Task requirements: Each line of the entries that mentions the string "nodes" needs to be reported.

Data entries:
* * *

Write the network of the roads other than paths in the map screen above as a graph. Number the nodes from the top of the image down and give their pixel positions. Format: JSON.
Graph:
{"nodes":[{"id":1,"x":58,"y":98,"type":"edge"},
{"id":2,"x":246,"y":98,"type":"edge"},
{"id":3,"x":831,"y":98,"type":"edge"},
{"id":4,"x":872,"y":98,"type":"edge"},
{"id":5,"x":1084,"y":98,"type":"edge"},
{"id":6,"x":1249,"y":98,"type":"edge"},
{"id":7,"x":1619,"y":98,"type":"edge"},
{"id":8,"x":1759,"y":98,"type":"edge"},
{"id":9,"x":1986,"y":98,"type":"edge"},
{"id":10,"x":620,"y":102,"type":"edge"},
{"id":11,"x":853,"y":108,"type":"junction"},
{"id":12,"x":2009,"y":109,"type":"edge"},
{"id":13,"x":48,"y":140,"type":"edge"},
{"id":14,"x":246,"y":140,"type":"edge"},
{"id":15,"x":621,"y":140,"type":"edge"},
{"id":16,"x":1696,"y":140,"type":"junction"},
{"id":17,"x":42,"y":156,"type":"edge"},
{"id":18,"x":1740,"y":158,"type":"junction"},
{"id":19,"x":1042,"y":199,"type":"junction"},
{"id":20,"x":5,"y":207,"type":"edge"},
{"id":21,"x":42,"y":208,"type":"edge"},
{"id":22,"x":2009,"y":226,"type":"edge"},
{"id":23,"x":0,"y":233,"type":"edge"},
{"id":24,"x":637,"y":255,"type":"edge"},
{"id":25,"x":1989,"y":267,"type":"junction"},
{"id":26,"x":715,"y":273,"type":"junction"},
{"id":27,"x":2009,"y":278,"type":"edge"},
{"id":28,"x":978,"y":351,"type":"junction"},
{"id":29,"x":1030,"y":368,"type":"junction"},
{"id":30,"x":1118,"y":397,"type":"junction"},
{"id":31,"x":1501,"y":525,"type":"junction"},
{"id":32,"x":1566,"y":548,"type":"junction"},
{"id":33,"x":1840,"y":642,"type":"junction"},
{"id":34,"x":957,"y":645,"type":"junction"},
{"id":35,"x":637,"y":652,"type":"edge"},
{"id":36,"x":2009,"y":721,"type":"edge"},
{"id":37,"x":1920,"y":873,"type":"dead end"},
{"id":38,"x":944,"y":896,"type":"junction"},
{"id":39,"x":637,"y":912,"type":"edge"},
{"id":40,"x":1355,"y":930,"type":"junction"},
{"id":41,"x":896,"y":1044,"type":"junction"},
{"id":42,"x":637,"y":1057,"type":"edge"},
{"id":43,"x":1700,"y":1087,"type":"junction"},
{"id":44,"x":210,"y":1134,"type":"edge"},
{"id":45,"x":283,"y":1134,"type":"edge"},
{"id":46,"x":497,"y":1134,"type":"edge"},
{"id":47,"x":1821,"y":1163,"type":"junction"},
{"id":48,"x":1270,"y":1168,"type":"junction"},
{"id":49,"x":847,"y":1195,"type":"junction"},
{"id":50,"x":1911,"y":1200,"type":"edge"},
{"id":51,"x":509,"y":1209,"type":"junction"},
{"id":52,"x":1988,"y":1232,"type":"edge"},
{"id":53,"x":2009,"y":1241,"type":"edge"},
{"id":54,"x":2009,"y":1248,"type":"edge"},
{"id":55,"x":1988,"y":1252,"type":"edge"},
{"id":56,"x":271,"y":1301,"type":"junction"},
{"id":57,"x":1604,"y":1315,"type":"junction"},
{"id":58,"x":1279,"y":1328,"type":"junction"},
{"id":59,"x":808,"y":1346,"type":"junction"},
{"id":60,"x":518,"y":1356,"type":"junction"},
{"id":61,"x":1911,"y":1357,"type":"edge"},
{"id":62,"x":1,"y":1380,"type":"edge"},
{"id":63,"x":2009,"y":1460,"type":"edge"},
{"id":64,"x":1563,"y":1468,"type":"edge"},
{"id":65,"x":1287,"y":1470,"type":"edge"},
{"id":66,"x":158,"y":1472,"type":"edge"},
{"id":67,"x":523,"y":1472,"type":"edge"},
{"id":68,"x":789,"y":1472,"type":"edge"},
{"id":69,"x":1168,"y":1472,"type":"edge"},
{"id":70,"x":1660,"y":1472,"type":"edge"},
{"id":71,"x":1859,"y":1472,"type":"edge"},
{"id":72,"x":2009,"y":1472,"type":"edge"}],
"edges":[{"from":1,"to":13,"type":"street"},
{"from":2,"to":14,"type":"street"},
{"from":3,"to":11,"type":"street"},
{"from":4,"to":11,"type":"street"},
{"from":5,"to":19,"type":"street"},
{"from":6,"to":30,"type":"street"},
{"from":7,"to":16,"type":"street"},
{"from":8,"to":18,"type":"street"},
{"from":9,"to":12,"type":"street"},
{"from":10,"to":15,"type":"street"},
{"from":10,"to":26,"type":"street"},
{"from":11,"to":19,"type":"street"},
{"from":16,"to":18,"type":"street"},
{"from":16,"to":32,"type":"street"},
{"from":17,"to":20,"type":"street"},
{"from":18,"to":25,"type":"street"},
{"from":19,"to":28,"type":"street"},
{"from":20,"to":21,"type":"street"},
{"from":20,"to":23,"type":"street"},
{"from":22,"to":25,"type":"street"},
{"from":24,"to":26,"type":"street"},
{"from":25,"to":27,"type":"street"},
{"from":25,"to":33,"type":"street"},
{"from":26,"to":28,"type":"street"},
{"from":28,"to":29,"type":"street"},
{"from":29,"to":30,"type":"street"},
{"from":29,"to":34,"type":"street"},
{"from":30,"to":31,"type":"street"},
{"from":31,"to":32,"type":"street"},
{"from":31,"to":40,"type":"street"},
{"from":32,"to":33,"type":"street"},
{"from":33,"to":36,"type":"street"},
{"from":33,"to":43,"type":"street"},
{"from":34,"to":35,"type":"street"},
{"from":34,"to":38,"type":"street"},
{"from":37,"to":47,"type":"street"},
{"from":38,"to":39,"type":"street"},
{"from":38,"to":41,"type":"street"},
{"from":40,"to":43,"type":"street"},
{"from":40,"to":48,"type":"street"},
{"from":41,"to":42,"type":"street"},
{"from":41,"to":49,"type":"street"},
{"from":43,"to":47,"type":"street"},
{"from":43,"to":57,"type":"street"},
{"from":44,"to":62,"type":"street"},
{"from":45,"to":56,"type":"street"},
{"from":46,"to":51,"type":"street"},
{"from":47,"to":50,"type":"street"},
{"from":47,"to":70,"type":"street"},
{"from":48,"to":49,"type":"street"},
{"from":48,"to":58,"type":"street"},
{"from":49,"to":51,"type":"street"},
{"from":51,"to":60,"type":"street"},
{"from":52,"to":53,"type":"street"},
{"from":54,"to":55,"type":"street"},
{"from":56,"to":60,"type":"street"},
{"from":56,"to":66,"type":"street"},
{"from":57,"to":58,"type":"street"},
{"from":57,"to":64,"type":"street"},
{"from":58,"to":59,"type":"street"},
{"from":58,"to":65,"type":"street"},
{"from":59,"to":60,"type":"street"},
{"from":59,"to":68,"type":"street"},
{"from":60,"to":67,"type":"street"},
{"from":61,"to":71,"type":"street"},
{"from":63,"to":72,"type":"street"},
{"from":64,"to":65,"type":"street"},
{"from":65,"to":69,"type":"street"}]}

* * *

Written answer:
Write the network of the roads other than paths in the map screen above as a graph. Number the nodes from the top of the image down and give their pixel positions. Format: JSON.
{"nodes":[{"id":1,"x":58,"y":98,"type":"edge"},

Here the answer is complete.